Show me proof. I don't believe that for a second. What statistics are you basing that on? I do believe you are "making s*** up."

Here's my counter statistics. The average Windows machine lasts LESS THAN TWENTY MINUTES on the internet before it is compromised.

Now, if you go outside and get hit by a bird more than every twenty minutes, I'd think you WOULD wear a hard hat.

http://www.computerworld.com/securitytopics/security/story/0,10801,99080,00.html?SKC=news99080

The average survival time for the systems the ISC tests has declined from about 55 minutes in the autumn of 2003 to just under 20 minutes at the end of 2004, although those figures are an improvement from a low of 15 minutes in the spring of 2004. Microsoft says survival rates for Windows should decline as Windows XP Service Pack 2 becomes more widely used...

I don't even know why I'm bothering. You proved as soon as you opened your mouth that you don't have the slightest clue what you're talking about.

The guys at my office got quite a laugh out of your ports comment. That was funny.
 
The guys at my office got quite a laugh out of your ports comment. That was funny.<<<<

That just proves they are morons like yourself. My computer has been hooked up to the internet for several years with no security at all and has never been compromised. You probably work for a company that makes their living preying on the overhyped danger to sell their worthless protection. Don't bother trying to insult me. I hold your opinion in no value so your lame efforts just make me laugh. Save it already.
 
richardm said:
You may or may not be right, but what if it's not a personal attack but a worm trying to get in? Without a firewall you wouldn't even know that it had tried, much less whether it had succeeded.

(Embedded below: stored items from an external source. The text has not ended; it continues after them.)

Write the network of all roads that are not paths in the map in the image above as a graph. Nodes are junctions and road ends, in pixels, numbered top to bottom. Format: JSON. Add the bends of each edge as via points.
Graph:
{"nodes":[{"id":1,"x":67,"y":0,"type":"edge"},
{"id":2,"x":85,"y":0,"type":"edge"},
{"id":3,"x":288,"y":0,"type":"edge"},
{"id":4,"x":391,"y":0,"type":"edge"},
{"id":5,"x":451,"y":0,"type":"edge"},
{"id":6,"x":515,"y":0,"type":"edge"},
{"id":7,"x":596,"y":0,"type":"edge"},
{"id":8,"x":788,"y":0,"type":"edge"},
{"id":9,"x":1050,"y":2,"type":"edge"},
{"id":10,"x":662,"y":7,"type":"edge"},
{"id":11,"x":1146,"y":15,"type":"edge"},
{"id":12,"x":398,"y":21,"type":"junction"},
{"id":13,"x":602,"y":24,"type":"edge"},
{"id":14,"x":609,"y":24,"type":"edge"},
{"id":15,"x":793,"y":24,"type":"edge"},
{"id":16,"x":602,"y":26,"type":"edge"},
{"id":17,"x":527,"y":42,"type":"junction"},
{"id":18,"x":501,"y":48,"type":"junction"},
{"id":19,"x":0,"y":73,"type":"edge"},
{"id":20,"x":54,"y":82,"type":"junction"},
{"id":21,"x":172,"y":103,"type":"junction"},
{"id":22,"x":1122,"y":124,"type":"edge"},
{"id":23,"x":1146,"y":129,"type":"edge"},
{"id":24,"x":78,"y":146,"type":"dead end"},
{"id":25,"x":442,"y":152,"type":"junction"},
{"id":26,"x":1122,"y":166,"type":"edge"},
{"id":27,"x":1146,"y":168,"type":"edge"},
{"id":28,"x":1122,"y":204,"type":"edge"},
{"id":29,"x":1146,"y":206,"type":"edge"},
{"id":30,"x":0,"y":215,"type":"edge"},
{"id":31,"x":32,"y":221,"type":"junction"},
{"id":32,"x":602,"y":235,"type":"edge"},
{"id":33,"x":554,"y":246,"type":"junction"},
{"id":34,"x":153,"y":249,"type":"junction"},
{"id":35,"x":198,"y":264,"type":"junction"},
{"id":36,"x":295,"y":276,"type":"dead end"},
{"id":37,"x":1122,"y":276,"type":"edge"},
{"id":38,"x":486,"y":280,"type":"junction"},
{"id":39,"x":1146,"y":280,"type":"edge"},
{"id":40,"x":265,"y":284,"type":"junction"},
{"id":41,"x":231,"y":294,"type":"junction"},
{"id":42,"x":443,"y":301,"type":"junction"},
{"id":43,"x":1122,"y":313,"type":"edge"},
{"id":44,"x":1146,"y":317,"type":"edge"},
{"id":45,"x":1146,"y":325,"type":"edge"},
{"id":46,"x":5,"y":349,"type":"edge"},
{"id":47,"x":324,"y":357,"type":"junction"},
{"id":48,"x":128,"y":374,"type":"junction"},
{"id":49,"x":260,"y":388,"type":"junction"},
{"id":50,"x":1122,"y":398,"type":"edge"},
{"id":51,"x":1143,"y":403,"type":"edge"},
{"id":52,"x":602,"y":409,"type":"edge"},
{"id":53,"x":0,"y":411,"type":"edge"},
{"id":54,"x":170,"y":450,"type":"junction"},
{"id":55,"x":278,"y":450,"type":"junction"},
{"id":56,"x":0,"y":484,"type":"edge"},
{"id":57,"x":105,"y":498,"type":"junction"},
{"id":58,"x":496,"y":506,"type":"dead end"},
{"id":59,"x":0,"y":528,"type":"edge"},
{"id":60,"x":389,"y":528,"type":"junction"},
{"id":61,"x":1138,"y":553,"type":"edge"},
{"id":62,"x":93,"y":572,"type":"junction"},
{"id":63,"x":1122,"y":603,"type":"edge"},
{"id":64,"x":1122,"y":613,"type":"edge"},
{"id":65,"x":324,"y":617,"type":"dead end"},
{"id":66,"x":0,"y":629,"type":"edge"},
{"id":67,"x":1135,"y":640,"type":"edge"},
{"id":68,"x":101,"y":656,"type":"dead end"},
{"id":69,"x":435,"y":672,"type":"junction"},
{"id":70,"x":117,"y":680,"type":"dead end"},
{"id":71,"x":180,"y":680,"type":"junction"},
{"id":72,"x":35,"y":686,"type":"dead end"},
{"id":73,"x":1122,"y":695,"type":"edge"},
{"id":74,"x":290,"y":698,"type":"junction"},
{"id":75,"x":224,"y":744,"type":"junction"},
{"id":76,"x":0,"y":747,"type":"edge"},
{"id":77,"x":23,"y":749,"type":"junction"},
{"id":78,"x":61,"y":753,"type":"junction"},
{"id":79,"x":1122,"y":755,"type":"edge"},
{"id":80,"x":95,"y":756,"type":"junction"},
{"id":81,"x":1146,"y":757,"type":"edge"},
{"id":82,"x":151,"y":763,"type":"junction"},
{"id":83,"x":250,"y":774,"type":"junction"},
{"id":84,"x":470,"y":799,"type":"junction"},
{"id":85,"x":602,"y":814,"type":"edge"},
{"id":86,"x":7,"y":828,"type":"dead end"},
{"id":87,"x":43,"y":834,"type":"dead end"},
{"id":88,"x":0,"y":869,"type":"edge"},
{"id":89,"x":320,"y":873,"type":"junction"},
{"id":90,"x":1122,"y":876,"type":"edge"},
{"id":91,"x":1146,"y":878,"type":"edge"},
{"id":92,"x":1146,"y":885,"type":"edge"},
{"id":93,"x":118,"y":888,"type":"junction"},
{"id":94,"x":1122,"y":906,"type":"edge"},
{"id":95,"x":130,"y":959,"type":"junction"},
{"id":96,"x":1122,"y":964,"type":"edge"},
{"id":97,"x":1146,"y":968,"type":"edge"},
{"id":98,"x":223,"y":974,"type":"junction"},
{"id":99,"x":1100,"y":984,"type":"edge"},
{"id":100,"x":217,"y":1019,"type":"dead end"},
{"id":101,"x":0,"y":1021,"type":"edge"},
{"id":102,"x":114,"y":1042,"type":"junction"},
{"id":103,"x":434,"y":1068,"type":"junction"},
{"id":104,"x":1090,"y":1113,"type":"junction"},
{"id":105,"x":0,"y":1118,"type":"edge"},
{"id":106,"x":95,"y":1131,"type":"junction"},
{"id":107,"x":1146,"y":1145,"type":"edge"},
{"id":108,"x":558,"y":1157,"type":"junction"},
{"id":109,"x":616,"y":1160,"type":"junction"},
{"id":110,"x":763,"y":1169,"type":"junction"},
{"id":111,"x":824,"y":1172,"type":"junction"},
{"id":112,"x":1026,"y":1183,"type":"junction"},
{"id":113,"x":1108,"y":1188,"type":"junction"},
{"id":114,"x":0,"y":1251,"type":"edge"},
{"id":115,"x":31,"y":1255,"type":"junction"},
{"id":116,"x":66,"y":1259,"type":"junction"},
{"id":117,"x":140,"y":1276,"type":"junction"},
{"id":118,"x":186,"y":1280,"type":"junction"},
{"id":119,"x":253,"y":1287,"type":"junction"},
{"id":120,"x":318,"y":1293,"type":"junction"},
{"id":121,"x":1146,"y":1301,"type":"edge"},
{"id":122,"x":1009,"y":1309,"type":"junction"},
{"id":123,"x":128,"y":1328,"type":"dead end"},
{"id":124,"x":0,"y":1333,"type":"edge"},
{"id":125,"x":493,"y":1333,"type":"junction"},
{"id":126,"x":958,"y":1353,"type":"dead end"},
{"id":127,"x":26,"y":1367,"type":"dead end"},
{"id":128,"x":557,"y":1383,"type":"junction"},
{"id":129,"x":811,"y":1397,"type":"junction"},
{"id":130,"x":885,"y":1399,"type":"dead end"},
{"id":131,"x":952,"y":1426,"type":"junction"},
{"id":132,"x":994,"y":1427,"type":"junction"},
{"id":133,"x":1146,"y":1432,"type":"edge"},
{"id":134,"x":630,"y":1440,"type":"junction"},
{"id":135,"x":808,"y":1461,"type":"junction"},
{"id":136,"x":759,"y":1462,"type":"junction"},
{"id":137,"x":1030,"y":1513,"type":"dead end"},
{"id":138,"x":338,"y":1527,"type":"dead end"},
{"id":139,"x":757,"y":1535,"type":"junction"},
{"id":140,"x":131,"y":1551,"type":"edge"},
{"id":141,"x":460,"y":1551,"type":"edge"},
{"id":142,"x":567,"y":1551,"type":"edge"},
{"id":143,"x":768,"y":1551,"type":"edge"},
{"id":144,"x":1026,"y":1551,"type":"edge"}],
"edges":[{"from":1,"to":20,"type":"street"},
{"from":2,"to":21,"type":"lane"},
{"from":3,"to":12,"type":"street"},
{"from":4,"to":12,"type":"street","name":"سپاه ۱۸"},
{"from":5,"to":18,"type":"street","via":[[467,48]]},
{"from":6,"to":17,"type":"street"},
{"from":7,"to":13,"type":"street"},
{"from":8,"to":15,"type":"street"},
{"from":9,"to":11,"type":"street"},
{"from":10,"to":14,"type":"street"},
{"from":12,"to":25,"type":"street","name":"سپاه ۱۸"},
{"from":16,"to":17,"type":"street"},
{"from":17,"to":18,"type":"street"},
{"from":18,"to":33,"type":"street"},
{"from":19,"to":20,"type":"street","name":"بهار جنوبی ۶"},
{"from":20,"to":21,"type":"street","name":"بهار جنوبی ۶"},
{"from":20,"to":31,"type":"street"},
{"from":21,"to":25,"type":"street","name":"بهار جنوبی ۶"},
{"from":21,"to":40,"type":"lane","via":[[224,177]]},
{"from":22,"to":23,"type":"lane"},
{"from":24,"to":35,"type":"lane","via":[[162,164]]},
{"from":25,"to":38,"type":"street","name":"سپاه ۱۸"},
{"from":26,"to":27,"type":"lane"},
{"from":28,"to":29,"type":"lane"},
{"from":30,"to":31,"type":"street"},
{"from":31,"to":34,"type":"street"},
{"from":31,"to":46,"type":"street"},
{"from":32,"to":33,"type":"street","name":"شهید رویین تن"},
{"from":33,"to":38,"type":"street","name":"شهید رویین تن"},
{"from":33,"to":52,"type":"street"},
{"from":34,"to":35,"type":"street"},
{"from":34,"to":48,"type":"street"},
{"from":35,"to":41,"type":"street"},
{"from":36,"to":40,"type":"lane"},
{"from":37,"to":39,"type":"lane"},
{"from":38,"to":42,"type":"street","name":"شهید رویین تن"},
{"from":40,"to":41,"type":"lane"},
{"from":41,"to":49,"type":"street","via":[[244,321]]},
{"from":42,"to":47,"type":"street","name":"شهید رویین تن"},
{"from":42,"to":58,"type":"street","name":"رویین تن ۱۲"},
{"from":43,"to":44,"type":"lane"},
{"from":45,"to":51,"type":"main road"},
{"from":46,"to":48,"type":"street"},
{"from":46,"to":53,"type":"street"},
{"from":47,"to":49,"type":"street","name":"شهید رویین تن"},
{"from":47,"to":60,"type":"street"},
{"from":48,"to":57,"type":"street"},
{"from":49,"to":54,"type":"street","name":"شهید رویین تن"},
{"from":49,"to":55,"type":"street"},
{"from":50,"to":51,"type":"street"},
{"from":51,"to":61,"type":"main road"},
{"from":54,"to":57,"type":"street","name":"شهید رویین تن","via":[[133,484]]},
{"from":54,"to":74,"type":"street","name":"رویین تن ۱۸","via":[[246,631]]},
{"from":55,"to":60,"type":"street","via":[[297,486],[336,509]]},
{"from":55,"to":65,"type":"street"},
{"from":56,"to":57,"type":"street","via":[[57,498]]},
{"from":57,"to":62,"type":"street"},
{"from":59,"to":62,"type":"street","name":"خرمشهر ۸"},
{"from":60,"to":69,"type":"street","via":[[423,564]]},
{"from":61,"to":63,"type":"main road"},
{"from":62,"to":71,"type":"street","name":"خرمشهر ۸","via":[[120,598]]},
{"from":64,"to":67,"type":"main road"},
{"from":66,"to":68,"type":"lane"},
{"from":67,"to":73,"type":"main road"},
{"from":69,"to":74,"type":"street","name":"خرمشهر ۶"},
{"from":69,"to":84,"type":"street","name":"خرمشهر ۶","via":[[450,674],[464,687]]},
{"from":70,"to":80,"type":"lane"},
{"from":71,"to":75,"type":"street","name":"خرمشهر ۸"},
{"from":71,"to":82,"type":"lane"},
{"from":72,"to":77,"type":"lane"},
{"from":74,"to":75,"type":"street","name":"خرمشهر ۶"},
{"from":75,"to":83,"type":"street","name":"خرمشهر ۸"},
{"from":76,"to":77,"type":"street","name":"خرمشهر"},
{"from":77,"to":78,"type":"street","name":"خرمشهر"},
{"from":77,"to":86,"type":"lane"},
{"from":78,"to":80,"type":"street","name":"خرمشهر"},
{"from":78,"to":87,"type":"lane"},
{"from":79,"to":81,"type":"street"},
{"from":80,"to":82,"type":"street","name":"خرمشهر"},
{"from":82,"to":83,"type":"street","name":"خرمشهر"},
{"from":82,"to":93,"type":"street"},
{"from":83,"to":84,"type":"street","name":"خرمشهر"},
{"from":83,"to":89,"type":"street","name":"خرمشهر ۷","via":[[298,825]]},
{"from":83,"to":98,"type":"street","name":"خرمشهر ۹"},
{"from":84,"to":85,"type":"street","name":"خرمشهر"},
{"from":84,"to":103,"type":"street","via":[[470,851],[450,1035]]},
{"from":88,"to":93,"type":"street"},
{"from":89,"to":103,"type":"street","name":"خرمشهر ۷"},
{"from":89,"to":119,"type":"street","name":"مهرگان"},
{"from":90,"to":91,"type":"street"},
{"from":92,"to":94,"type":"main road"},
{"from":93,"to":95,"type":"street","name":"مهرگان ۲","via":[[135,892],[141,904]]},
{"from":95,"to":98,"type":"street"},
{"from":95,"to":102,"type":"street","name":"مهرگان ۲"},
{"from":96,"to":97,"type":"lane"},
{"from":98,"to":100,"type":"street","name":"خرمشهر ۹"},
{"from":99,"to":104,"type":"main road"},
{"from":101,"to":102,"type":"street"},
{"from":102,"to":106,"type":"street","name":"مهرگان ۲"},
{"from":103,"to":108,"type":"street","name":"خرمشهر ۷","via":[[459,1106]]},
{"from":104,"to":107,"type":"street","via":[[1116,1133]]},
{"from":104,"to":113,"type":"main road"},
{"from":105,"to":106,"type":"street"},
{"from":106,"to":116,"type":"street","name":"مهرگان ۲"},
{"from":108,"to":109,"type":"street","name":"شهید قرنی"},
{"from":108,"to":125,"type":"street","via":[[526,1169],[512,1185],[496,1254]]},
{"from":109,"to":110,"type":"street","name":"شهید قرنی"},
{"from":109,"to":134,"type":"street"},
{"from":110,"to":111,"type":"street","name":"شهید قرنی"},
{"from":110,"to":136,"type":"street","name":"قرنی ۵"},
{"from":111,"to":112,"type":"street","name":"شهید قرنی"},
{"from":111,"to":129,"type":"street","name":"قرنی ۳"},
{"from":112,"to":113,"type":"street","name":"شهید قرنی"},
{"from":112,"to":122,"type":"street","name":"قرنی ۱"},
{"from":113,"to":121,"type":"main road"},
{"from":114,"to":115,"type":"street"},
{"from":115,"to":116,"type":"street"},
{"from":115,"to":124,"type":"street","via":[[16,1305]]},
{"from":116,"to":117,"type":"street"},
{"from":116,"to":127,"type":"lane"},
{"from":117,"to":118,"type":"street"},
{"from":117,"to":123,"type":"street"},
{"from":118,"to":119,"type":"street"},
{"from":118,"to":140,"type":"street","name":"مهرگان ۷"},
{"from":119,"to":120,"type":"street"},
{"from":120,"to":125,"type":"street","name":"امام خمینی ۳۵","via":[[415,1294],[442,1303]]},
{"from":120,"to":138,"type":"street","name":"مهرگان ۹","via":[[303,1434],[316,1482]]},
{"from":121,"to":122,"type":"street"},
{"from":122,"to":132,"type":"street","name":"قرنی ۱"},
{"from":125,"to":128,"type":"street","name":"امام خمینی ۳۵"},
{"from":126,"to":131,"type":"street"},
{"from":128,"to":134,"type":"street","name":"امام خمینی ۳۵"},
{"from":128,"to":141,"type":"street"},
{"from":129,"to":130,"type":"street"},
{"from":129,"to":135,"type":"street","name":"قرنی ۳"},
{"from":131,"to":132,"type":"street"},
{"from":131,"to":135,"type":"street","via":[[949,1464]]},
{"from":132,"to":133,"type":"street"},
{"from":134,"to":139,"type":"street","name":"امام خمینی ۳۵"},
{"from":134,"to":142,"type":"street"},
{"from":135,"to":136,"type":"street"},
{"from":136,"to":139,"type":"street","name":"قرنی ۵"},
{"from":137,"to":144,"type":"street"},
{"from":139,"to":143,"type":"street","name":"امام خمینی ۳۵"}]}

My computer is also vulnerable to being hit by a micro asteroid and being utterly destroyed but I don't protect against that either. The fact I might not be able to prevent something that is never going to happen is not an arguement for protection that isn't going to stop it anyway.
 
Vagabond, you say that your computer was never compromised. You can prove it by downloading HijackThis (if you don't already have it) and post your log here, so we can see what spyware you have on your computer (if any).
 
Vagabond said:

Just a moment. Are we talking about a Windows machine here? That has been connected to the internet for years? With nothing between it and the big wide world?

Or are you using a different OS?
 
richardm said:
Just a moment. Are we talking about a Windows machine here? That has been connected to the internet for years? With nothing between it and the big wide world?

Or are you using a different OS?

You mean as in "wide open"? :)
 
Powa said:
Vagabond, you say that your computer was never compromised. You can prove it...

Just FYI, that won't prove anything.

There was a study about three months ago that showed that even if you use all three of the most popular spyware removal programs for Windows, they still only get about 95% of what's out there. So you're still likely to be infected, even when they report you're totally clean.

Windows SUCKS.
 
scribble said:
Just FYI, that won't prove anything.

There was a study about three months ago that showed that even if you use all three of the most popular spyware removal programs for Windows, they still only get about 95% of what's out there. So you're still likely to be infected, even when they report you're totally clean.
I know, but if Vagabond is connected to internet without any protection, there's just no way his computer is clean.

BTW, HijackThis shows things that Spybot S&D and AdAware miss.

Windows SUCKS.
Well, duh. :D
 
Could be he's running BeOS or Linux, which greatly lowers the risk.

Or CP/M.;)
 
Soapy Sam said:
Could be he's running BeOS or Linux, which greatly lowers the risk.

Or CP/M.;)

That's what I was wondering. Or perhaps one of those superior Mac types ;)
 
richardm said:
That's what I was wondering. Or perhaps one of those superior Mac types ;)

Since it's gone nonsensical.

One of those Mac OSs… "Oh never mind it's only taken us 20 years to get to anything like a decent operating system (and then we had to nick it) and never mind that nothing you bought more then a year ago will work, oh and we'll charge you another 70 quid for a "new" version with less new features then a service pack by any other decent OS vendor..." you mean one of those?